COTABATO City, Philippines—Another explosion rocked this city on Saturday night, but authorities said no one was hurt.
Saturday’s blast came four days after a powerful blast from improvised explosive device rocked the Security Weapons and Tactics (SWAT) gun store along Quezon Avenue here that left a person dead and about 10 others wounded.
“The two incidents are related. It was more of a personal grudge between the (attackers) and the gun store owner,” lawyer Cynthia Guiani-Sayadi, the city administrator, said after Saturday’s blast at the SWAT security agency headquarters along De Mazenod Avenue.
Initial police investigation showed that unidentified men riding in tandem on a motorbike lobbed an explosive at the security agency owned by businessman Jayvee Martinez.
Martinez also owns the gun store where a motorcycle bomb went off last Tuesday afternoon.
“Clearly, it was more of a personal grudge. I appeal to Mr. Martinez to tell us everything kasi marami na ang nadadamay (because many are already getting dragged into trouble),” Sayadi said, assuring the public that police and military authorities are always on alert.
Sayadi earlier said that Martinez had a “misunderstanding” with his relatives.
Interviewed over radio, Martinez on Friday said he knew no enemies and that he did not think that he or his business was targeted in Tuesday’s bomb blast.
“I have no enemies, maybe nagkataon lang na doon iniwan yong bomba sa harap ng gun store (it just so happened that the bomb was left in front of the gun store),” Martinez said.
Chief Superintendent Felicisimo Khu, head of the Directorate for Integrated Police Operations in Central, Western and Muslim Mindanao, earlier tagged the terror group Jemaah Islamiya as behind Tuesday’s attack.
Colonel Prudencio Asto, spokesman of the military’s 6th Infantry Division, also blamed the terror group.
Defending his earlier statements following Saturday’s bomb blast, Khu said: “Of course, the JI or Abu Sayyaf are always inevitable suspects because of their nature, but we do not discount other probable hands behind these bombings in Mindanao.”

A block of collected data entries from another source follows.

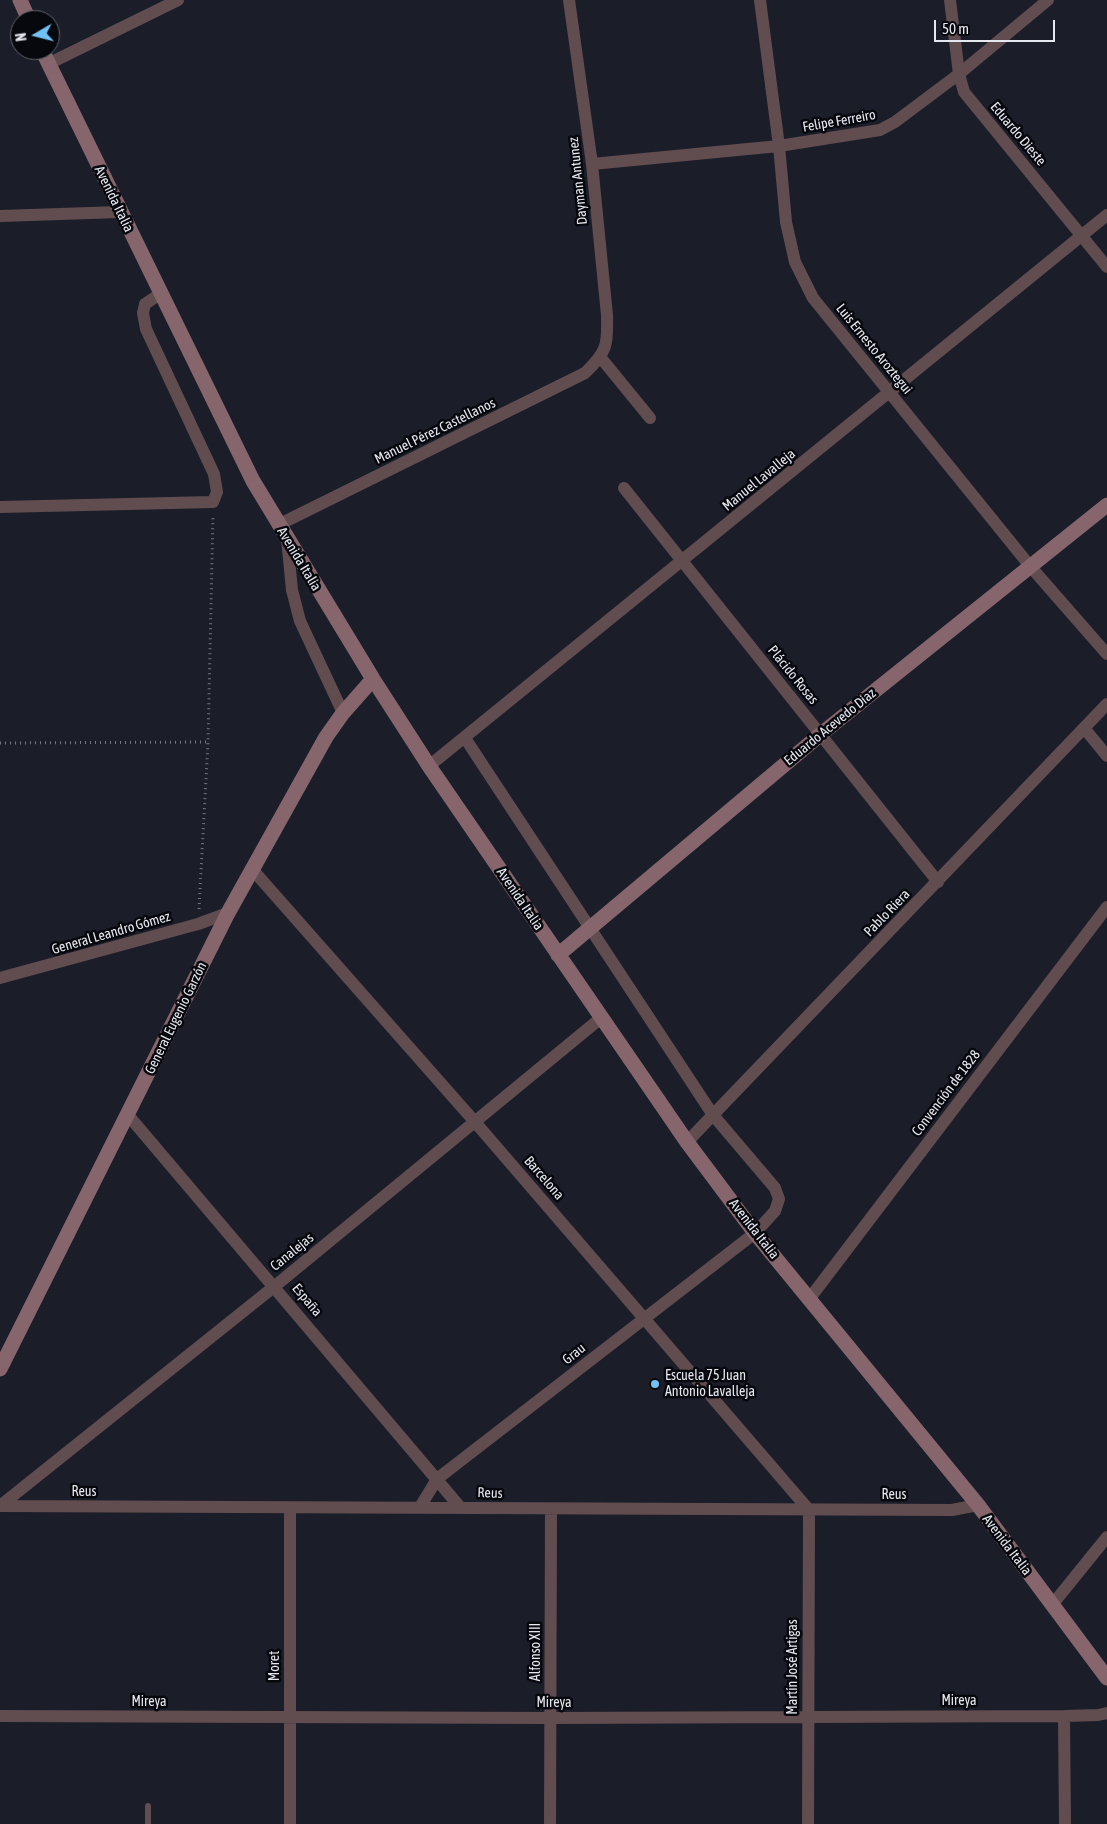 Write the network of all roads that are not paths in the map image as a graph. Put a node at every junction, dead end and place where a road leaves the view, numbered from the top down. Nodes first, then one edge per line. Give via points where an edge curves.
1 (178, 0) edge
2 (569, 0) edge
3 (760, 0) edge
4 (950, 0) edge
5 (1048, 0) edge
6 (46, 60) edge
7 (48, 64) junction
8 (958, 74) junction
9 (779, 146) junction
10 (592, 164) junction
11 (120, 212) junction
12 (0, 216) edge
13 (1107, 216) edge
14 (1083, 235) junction
15 (1107, 268) edge
16 (160, 294) junction
17 (601, 358) junction
18 (890, 392) junction
19 (650, 418) dead end
20 (624, 488) dead end
21 (1107, 505) edge
22 (0, 507) edge
23 (278, 525) junction
24 (287, 539) junction
25 (683, 562) junction
26 (1030, 566) junction
27 (1107, 654) edge
28 (373, 679) junction
29 (1107, 704) edge
30 (343, 713) junction
31 (1084, 728) junction
32 (821, 734) junction
33 (465, 738) junction
34 (1107, 756) edge
35 (429, 766) junction
36 (252, 869) junction
37 (938, 882) junction
38 (1107, 907) edge
39 (228, 913) junction
40 (591, 928) junction
41 (558, 955) junction
42 (0, 978) edge
43 (601, 1018) junction
44 (128, 1115) junction
45 (713, 1115) junction
46 (475, 1122) junction
47 (687, 1142) junction
48 (755, 1233) junction
49 (275, 1286) junction
50 (810, 1298) junction
51 (645, 1318) junction
52 (0, 1369) edge
53 (437, 1479) junction
54 (978, 1505) junction
55 (0, 1506) edge
56 (420, 1507) junction
57 (460, 1507) junction
58 (290, 1508) junction
59 (551, 1510) junction
60 (809, 1510) junction
61 (1107, 1537) edge
62 (1052, 1605) junction
63 (1107, 1678) edge
64 (1107, 1713) edge
65 (0, 1716) edge
66 (808, 1716) junction
67 (1064, 1716) junction
68 (290, 1718) junction
69 (550, 1718) junction
70 (148, 1806) dead end
71 (148, 1824) edge
72 (290, 1824) edge
73 (550, 1824) edge
74 (808, 1824) edge
75 (1065, 1824) edge

1 - 7 street
2 - 10 street, Dayman Antunez
3 - 9 street, Luis Ernesto Aroztegui
4 - 8 street, Eduardo Dieste
5 - 8 street, Felipe Ferreiro
6 - 7 street, Avenida Italia
7 - 11 street, Avenida Italia
8 - 9 street, Felipe Ferreiro via 880,130
8 - 14 street, Eduardo Dieste via 964,92
9 - 10 street, Felipe Ferreiro
9 - 18 street, Luis Ernesto Aroztegui via 786,222 795,262 813,298
10 - 17 street, Dayman Antunez via 607,315 607,338
11 - 12 street
11 - 16 street, Avenida Italia
13 - 14 street, Manuel Lavalleja
14 - 15 street, Eduardo Dieste
14 - 18 street, Manuel Lavalleja
16 - 22 street via 145,304 146,329 214,474 217,492 213,502
16 - 23 street, Avenida Italia
17 - 19 street
17 - 23 street, Manuel Pérez Castellanos via 585,373
18 - 25 street, Manuel Lavalleja
18 - 26 street, Luis Ernesto Aroztegui
20 - 25 street, Plácido Rosas
21 - 26 street, Eduardo Acevedo Diaz
23 - 24 street, Avenida Italia
24 - 28 street, Avenida Italia
24 - 30 street via 292,590 300,621
25 - 32 street, Plácido Rosas
25 - 33 street, Manuel Lavalleja
26 - 27 street, Luis Ernesto Aroztegui
26 - 32 street, Eduardo Acevedo Diaz
28 - 30 street, General Eugenio Garzón
28 - 35 street, Avenida Italia
29 - 31 street, Pablo Riera
30 - 36 street, General Eugenio Garzón via 326,737
31 - 34 street
31 - 37 street, Pablo Riera
32 - 37 street, Plácido Rosas
32 - 40 street, Eduardo Acevedo Diaz
33 - 35 street, Manuel Lavalleja
33 - 40 street
35 - 41 street, Avenida Italia
36 - 39 street, General Eugenio Garzón
36 - 46 street, Barcelona
37 - 45 street, Pablo Riera
38 - 50 street, Convención de 1828
39 - 42 street, General Leandro Gómez
39 - 44 street, General Eugenio Garzón
40 - 41 street, Eduardo Acevedo Diaz
40 - 45 street
41 - 43 street, Avenida Italia
43 - 46 street, Canalejas
43 - 47 street, Avenida Italia
44 - 49 street, España
44 - 52 street, General Eugenio Garzón
45 - 47 street, Pablo Riera
45 - 48 street, Grau via 775,1188 780,1200 775,1211
46 - 49 street, Canalejas
46 - 51 street, Barcelona
47 - 48 street, Avenida Italia
48 - 50 street, Avenida Italia
48 - 51 street, Grau
49 - 53 street, España
49 - 55 street, Canalejas
50 - 54 street, Avenida Italia
51 - 53 street, Grau
51 - 60 street, Barcelona
53 - 56 street, Grau
53 - 57 street, España
54 - 60 street, Reus via 952,1510
54 - 62 street, Avenida Italia
55 - 58 street, Reus
56 - 57 street, Reus
56 - 58 street, Reus
57 - 59 street, Reus
58 - 68 street, Moret
59 - 60 street, Reus
59 - 69 street, Alfonso XIII
60 - 66 street, Martín José Artigas
61 - 62 street
62 - 63 street, Avenida Italia
64 - 67 street, Mireya
65 - 68 street, Mireya
66 - 67 street, Mireya
66 - 69 street, Mireya
66 - 74 street, Martín José Artigas
67 - 75 street
68 - 69 street, Mireya
68 - 72 street, Moret
69 - 73 street, Alfonso XIII
70 - 71 lane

Asto, on the other hand, said “intelligence reports” from ground commanders pointed to the JI as possible culprit.
Asked about the JI tag often attached to bomb attacks by government forces because of the financial support coming from the US government in line with its global anti-terror drive, Asto branded the suspicion as “incidental but without malice.”
“As trained military investigators, we have so-called probable suspects based from evidence gathered. But, of course, we do not discount others, even the least expected motivation of a terror act,” said Asto.
Khu earlier disclosed in a meeting with managers and representatives of 41 security agencies here that Central Mindanao has been a recipient of the P3-million anti-terrorism support assistance from the US, which was used in providing police and security agency personnel training, equipment and other vital needs to quell terror plots and bomb attacks.